### Problem description
Could you reproduce the lines below from the one with "middle dip: (1066, 1052)" through the one with "pinky tip: (1101, 1117)"? Keep both ends and add nothing.

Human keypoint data
________________

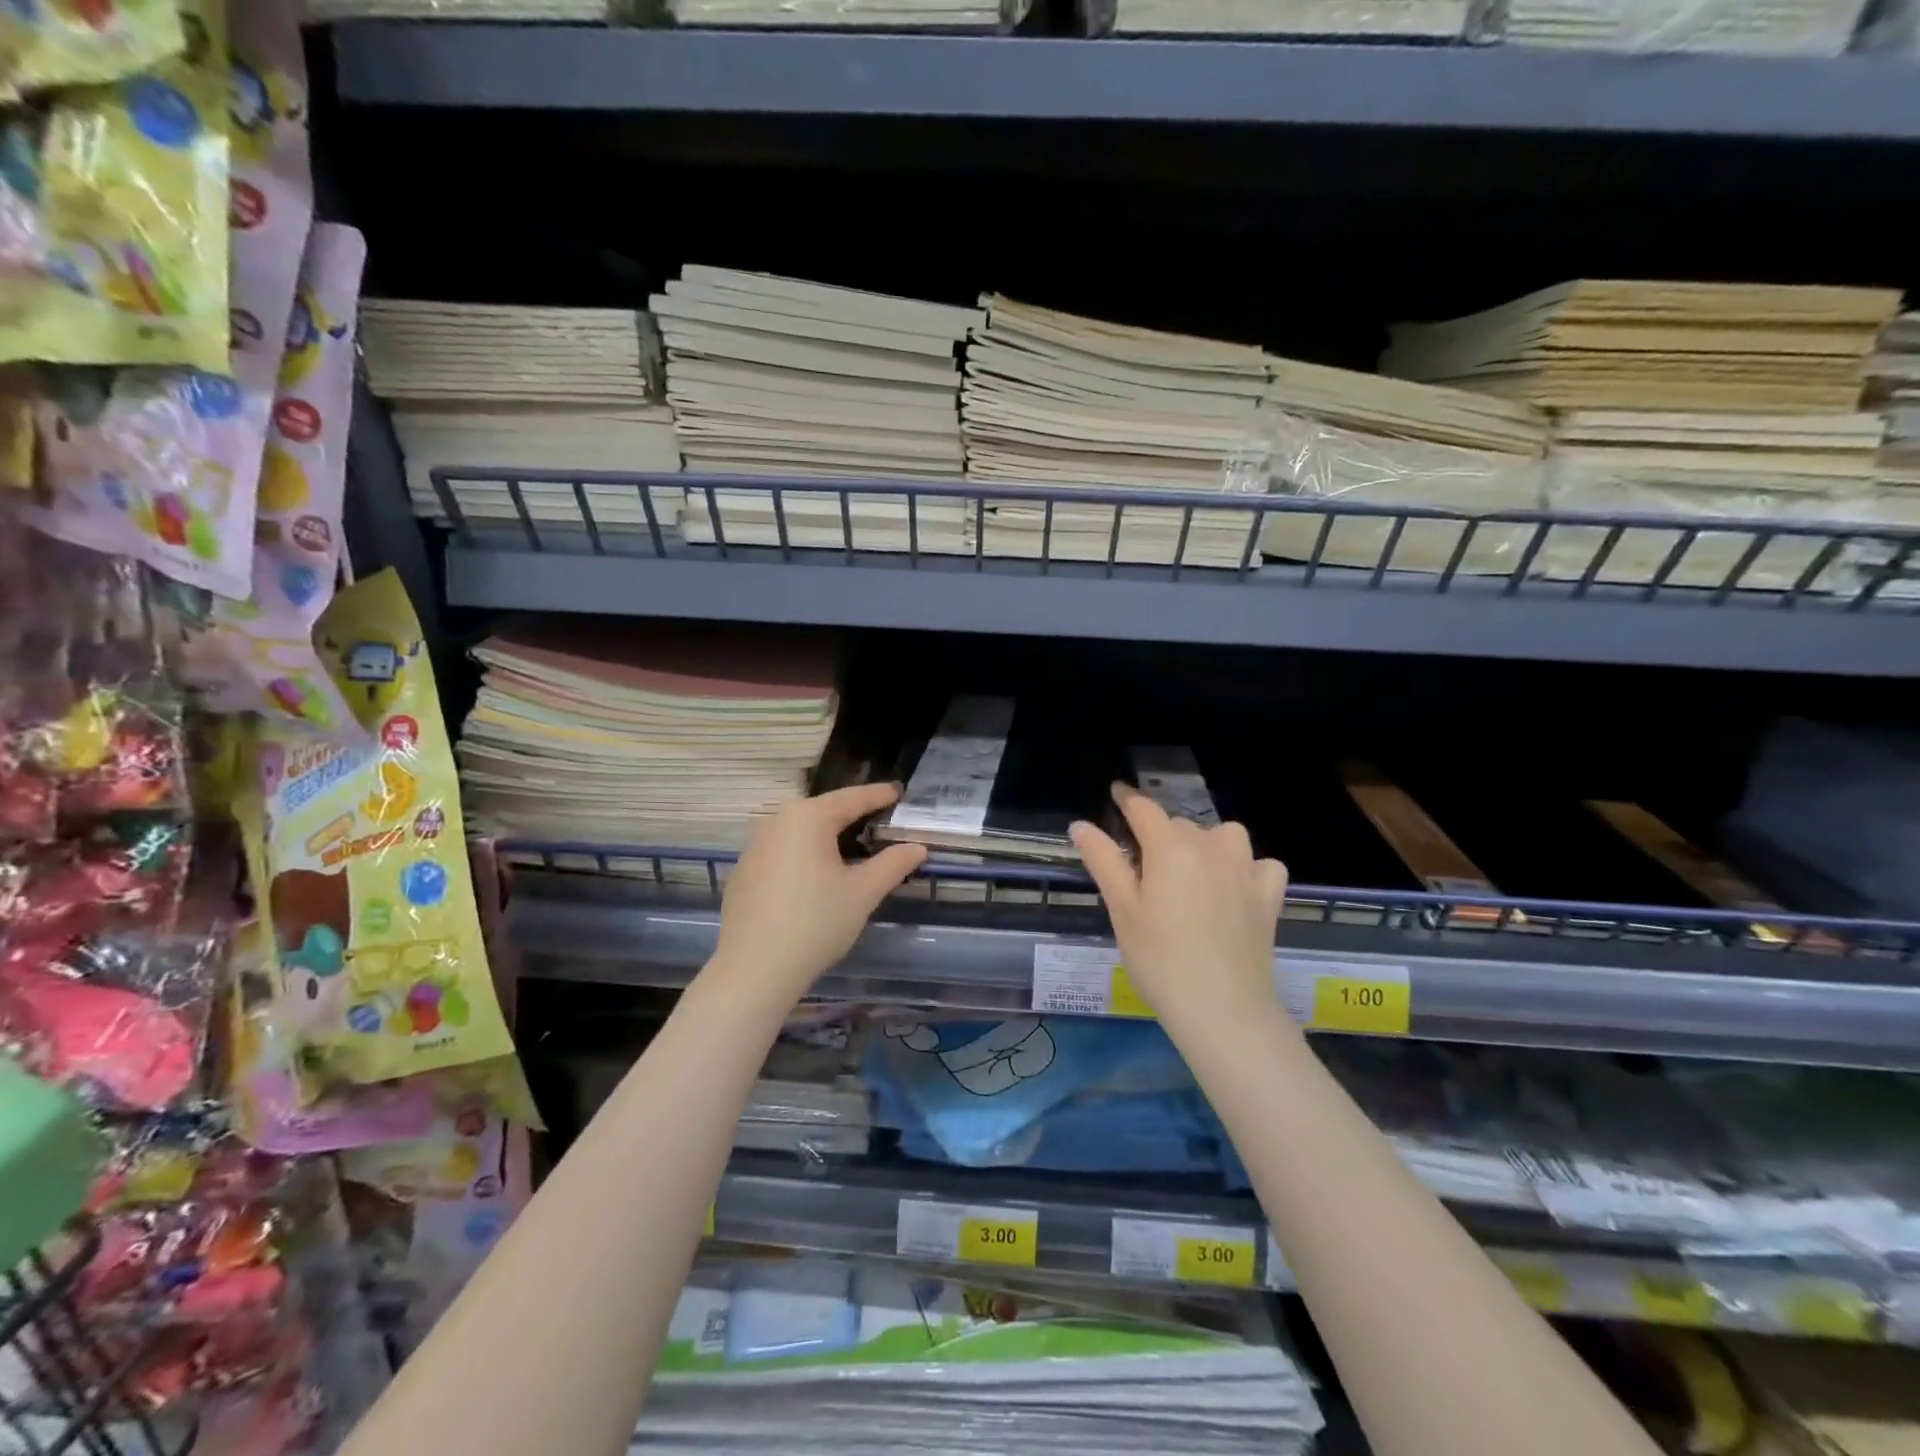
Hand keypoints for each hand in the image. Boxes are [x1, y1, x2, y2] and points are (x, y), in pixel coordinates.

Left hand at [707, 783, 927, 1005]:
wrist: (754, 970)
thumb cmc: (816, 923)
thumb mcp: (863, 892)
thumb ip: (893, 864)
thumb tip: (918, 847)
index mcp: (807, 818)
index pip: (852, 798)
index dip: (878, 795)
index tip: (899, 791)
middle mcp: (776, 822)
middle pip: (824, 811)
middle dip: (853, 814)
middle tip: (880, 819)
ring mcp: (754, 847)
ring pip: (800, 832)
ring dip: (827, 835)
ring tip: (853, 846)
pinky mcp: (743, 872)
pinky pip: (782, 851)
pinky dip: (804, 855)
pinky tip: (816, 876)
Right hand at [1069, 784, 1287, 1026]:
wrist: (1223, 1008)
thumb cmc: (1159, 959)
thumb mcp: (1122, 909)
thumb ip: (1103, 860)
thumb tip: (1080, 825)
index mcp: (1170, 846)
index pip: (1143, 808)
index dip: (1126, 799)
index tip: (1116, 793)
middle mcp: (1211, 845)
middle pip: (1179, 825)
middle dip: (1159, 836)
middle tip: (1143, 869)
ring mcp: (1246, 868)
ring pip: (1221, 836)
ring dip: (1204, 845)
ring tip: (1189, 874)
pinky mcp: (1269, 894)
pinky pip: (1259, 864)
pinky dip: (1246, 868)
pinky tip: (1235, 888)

________________

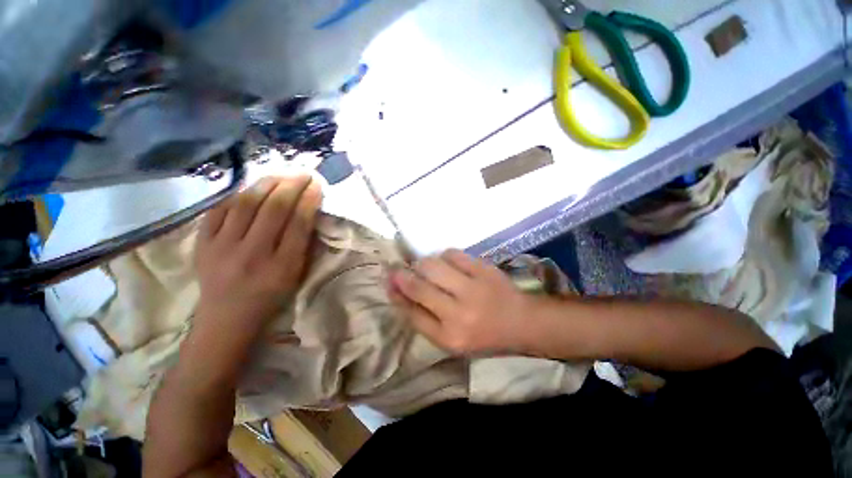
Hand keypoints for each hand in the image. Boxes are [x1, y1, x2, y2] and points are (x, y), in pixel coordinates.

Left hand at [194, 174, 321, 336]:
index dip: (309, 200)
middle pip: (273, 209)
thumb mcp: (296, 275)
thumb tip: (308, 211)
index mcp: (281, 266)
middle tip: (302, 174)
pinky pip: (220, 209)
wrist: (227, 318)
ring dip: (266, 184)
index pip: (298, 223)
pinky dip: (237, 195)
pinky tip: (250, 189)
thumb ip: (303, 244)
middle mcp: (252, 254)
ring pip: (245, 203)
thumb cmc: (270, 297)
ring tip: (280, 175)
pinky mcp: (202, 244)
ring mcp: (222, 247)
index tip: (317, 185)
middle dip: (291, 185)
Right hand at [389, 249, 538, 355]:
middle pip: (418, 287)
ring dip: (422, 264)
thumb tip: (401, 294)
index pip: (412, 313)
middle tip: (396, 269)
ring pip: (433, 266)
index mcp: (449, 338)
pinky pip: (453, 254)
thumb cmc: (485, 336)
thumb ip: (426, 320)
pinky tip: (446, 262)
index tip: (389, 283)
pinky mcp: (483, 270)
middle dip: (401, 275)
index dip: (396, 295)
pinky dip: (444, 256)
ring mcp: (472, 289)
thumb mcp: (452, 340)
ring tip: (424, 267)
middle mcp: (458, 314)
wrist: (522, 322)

________________

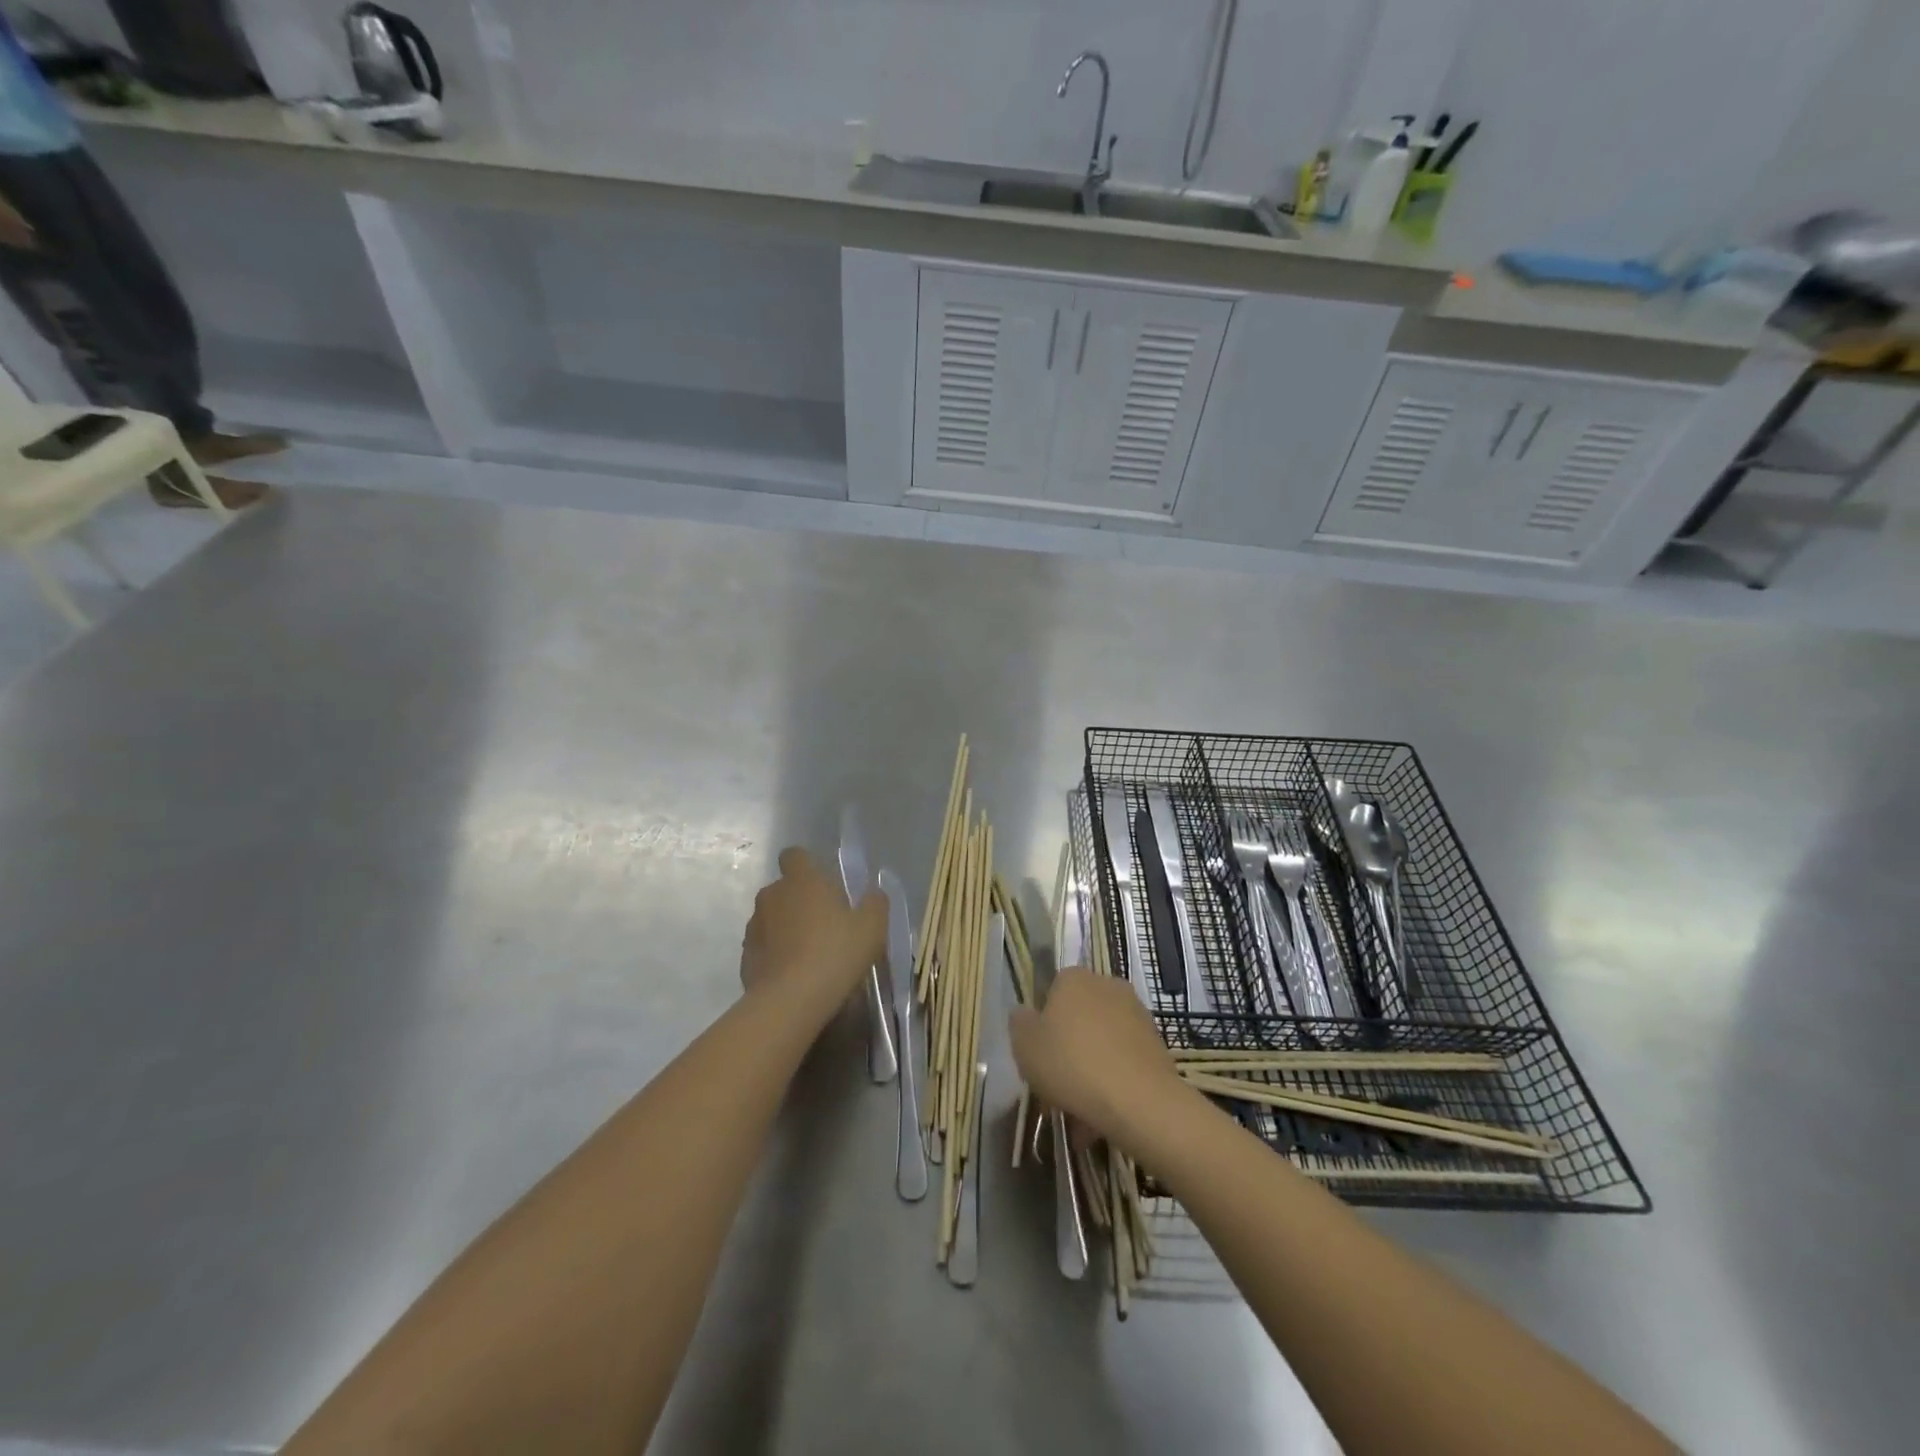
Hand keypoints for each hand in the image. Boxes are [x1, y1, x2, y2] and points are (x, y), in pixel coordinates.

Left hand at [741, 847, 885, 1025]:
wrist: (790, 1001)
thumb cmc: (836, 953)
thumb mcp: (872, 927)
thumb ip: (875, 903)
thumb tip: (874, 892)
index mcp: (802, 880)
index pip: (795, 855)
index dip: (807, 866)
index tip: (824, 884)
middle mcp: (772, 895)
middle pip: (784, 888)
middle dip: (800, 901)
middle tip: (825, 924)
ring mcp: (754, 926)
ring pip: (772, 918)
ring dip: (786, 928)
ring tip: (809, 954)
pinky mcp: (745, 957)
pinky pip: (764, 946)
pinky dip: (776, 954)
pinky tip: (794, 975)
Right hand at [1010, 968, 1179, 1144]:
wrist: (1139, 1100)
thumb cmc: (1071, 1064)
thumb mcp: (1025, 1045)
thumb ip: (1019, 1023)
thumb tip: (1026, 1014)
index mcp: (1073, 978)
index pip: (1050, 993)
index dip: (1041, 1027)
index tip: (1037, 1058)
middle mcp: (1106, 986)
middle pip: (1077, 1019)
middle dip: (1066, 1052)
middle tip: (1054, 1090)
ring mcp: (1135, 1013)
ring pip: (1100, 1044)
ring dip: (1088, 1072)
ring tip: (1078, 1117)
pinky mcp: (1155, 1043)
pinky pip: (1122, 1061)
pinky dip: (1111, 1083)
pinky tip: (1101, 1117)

________________

### Answer to this task
middle dip: (1066, 1052)
middle tip: (1054, 1090)
ring mcp: (1135, 1013)
ring pip: (1100, 1044)
ring dip: (1088, 1072)
ring tip: (1078, 1117)
pinky mcp: (1155, 1043)
pinky pip: (1122, 1061)
pinky dip: (1111, 1083)
pinky tip: (1101, 1117)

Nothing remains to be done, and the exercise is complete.